Böbingen - Über die Themen „interkommunale Zusammenarbeit“ und den Klimaschutz in den Gemeinden der Rosensteingemeinschaft diskutierten die Kandidatinnen und Kandidaten der SPD zur Kreistagswahl diese Woche. Die Gemeinderäte Otto Betz aus Böbingen und Jakob Unrath aus Mögglingen stellten das Programm der SPD für die Wahlen am 9. Juni vor und erläuterten ihre Ideen, die sie in den Kreistag einbringen wollen. Beide plädieren für mehr Zusammenarbeit der Kommunen, die Anreize dafür könnte auch der Kreistag setzen.
Das funktioniere beim Klimaschutz und der Wärmeplanung bisher gut. Die Gemeinden Mögglingen und Böbingen haben sich mit anderen Kommunen im Verbund auf den Weg gemacht, um bei der Planung zu mehr Klimaschutzmaßnahmen zügig voranzukommen. Dennoch müsse man, um die von Land und Bund gesetzten Ziele zu erreichen noch einiges umsetzen. Das vor Ort im vorgegeben Tempo zu erreichen, sei eine große Herausforderung, betonten beide.

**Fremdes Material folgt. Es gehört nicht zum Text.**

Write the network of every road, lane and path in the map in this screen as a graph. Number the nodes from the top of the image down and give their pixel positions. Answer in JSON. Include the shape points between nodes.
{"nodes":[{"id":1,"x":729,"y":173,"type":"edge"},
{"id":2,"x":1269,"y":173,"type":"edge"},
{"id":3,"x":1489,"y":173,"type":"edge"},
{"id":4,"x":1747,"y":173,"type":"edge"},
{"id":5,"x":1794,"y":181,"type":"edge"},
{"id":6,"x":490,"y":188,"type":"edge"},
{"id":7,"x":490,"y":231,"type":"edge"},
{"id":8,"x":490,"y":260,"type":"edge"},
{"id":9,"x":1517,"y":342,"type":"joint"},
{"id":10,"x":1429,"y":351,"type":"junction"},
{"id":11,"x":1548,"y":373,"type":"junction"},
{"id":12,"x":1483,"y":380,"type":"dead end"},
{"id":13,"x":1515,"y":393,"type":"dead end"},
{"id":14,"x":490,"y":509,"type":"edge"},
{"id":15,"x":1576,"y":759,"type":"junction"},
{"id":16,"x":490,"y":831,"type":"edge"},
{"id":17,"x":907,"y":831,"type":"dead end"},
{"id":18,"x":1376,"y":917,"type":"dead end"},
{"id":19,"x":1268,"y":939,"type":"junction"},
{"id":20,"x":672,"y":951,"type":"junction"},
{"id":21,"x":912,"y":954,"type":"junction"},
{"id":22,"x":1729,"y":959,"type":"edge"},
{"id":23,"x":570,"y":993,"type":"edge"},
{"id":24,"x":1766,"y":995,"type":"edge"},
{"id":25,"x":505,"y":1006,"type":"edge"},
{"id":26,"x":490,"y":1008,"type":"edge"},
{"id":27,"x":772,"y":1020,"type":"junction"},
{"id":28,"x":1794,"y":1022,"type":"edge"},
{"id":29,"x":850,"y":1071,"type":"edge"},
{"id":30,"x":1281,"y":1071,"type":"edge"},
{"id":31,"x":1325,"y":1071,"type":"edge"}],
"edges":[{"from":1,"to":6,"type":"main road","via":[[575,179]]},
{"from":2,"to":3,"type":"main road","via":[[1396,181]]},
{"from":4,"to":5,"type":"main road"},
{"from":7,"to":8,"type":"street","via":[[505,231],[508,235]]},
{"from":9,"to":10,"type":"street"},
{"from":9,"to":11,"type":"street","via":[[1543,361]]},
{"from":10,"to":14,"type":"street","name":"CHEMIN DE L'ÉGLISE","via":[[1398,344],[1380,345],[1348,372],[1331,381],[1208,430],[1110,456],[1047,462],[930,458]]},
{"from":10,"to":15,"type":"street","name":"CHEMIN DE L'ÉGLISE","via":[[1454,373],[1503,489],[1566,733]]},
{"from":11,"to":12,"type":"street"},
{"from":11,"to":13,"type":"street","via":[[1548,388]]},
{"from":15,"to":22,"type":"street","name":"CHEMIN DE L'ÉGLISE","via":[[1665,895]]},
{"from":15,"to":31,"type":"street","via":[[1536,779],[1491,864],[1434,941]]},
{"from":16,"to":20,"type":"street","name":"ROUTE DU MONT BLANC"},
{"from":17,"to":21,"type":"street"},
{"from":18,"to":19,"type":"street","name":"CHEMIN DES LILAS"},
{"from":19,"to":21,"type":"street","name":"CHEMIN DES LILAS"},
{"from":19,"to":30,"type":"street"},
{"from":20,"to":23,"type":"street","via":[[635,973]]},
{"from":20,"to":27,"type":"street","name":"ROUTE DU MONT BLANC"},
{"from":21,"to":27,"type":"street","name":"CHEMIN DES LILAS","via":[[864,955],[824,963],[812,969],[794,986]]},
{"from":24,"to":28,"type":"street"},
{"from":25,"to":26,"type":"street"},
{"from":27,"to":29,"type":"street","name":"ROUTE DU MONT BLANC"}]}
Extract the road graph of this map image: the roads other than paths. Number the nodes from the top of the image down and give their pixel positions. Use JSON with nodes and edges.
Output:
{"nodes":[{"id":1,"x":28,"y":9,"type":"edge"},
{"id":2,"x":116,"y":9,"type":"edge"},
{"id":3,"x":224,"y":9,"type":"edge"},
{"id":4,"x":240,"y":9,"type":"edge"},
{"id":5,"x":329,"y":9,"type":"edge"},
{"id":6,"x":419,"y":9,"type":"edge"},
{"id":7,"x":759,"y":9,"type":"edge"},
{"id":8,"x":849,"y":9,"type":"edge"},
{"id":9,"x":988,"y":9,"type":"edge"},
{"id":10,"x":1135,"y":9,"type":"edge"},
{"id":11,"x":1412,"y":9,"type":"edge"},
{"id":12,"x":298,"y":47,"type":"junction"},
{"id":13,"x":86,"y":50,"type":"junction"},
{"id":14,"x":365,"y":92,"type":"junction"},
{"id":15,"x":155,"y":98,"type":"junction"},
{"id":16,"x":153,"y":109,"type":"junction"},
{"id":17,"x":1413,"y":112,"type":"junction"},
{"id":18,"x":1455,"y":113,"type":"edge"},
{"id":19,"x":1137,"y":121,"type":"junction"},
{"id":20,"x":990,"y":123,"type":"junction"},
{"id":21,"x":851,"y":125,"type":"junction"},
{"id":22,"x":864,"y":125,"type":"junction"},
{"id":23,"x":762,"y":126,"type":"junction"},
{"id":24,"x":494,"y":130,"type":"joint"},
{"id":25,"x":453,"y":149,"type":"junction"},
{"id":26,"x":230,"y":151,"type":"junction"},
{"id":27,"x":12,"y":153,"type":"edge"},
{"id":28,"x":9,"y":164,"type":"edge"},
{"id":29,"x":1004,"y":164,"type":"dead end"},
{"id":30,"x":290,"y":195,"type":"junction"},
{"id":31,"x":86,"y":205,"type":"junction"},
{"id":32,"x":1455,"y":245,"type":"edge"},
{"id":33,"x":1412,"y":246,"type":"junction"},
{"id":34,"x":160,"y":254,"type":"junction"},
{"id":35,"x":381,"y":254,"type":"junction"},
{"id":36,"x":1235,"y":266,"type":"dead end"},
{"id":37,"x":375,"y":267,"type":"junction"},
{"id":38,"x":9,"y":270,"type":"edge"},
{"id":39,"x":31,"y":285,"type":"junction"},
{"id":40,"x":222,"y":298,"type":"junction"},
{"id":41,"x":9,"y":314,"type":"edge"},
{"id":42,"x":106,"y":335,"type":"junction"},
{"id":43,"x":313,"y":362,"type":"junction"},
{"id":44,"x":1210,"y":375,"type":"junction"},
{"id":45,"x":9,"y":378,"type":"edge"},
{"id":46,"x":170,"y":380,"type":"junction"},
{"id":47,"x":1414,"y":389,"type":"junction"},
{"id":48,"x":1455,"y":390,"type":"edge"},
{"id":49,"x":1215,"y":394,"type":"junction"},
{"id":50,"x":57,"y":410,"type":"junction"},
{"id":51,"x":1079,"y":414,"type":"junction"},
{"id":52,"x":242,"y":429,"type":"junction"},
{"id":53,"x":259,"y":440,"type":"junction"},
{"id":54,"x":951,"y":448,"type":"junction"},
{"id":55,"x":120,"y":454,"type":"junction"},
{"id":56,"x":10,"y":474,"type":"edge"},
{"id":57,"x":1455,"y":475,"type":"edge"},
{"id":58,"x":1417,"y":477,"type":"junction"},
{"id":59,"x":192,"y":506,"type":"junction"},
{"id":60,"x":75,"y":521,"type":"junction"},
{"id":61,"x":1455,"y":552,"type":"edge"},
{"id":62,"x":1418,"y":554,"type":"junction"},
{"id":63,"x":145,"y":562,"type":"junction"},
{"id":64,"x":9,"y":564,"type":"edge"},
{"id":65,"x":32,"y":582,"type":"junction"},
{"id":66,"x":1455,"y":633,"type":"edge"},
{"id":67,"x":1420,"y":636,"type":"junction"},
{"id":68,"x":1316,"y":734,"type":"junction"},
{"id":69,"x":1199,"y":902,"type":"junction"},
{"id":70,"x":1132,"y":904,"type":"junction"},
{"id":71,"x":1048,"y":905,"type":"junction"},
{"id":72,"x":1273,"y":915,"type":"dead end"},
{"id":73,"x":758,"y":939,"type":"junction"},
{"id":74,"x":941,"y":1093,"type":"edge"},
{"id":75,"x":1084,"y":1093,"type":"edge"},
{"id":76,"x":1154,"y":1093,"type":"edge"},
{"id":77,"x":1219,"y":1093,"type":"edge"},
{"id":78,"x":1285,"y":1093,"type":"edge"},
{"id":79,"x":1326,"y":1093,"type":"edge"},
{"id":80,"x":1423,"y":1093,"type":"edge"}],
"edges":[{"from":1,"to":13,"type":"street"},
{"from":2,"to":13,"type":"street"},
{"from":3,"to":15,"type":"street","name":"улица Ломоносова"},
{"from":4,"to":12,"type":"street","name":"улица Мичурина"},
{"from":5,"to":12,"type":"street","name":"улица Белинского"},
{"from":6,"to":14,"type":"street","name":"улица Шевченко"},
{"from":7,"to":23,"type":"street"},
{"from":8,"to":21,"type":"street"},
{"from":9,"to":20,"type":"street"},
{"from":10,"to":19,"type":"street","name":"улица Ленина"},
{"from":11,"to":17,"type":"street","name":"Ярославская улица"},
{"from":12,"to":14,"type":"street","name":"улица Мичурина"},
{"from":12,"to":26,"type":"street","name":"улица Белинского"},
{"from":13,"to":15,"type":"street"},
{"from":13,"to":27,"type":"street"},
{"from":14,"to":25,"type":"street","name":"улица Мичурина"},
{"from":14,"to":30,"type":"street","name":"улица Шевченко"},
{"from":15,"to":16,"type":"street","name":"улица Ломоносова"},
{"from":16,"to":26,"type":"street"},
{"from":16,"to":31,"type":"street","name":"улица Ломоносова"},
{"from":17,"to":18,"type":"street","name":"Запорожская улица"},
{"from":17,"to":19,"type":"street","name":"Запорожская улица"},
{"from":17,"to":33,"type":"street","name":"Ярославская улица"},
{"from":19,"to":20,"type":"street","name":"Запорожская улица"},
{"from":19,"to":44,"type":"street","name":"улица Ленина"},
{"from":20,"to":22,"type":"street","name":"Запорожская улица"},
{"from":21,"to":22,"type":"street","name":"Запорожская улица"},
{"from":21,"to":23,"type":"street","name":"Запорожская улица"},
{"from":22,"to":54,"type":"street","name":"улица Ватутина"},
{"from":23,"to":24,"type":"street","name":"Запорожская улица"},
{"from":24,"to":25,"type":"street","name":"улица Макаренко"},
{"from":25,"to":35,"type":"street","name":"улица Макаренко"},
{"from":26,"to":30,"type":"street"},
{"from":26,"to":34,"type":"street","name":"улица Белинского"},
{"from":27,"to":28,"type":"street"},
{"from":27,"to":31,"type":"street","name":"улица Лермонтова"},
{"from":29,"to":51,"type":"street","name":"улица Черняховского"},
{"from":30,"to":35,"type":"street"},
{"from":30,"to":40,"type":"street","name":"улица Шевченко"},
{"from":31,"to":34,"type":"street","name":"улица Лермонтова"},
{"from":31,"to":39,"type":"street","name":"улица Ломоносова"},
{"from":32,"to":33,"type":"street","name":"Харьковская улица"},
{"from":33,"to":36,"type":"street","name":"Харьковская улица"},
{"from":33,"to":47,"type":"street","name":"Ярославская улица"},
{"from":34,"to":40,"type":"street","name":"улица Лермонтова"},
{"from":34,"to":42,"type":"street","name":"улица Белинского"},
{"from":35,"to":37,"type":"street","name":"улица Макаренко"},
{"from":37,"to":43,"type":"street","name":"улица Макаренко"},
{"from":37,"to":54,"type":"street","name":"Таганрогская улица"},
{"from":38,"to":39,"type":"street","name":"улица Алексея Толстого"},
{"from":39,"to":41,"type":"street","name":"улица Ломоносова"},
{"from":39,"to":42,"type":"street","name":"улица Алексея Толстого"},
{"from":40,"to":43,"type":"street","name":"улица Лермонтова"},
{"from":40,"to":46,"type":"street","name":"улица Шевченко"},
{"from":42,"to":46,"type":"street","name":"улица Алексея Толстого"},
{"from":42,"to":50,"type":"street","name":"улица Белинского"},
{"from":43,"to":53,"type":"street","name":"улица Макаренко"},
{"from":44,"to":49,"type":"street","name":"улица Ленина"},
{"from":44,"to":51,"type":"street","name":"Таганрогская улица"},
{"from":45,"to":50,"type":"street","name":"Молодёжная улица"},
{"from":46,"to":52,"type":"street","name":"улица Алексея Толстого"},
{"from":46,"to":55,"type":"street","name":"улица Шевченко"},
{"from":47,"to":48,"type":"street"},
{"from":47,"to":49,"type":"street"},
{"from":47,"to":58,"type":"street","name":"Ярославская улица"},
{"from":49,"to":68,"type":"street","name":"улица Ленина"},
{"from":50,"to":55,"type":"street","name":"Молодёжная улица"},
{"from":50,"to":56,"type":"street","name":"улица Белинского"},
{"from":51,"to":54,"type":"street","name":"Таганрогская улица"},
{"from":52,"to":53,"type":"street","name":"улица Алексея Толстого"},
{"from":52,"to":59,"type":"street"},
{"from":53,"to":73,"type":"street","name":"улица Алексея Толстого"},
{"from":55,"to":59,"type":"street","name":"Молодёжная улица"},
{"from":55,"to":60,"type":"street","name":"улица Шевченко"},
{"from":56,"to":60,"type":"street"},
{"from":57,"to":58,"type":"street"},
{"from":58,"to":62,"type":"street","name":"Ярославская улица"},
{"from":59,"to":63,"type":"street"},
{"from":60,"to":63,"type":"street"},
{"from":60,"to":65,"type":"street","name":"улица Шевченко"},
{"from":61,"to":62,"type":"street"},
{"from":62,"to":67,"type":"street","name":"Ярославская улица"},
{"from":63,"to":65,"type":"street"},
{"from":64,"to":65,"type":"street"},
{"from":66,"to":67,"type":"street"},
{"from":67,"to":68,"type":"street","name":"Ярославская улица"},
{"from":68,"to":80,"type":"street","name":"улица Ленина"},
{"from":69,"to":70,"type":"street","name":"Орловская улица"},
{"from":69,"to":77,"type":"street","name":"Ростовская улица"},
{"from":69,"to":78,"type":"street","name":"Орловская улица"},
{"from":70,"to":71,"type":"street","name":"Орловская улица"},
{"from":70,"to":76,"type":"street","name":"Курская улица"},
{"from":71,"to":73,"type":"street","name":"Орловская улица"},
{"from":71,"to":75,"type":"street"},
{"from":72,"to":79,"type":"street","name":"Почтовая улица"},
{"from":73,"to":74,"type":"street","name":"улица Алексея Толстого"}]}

Digitalisierung, europäische Ausschreibungen und andere Themen verlangen nach mehr Koordination untereinander, um die Steuergelder der Bürgerinnen und Bürger effizienter einzusetzen. Die Zeiten verändern sich schnell und darauf muss auch in den Verwaltungen reagiert werden“, so Otto Betz. Eine weitere Anregung der beiden ist, innerhalb der Verwaltungsgemeinschaft, das Thema bezahlbarer Wohnraum und den Kauf und Verkauf von kommunalen Immobilien in den Gemeinden für die Zukunft besser gemeinschaftlich zu organisieren. „Eine kommunale Wohnbaugesellschaft Rosenstein wäre eine Möglichkeit, die Entwicklung und Gestaltung der Gemeinden schneller und nach eigenen Vorstellungen voranzutreiben. Die Bezahlbarkeit von Wohnraum bleibt auch Thema bei uns“, so Jakob Unrath. Mehr Zusammenarbeit sei auch im Bereiche der Verwaltung möglich. Insgesamt brauche es mehr politische Ideen und Initiativen aus den Rosenstein Kommunen im Kreistag, statt abzuwarten, was von dort kommt und die Dinge rein verwaltungsmäßig abzuhandeln.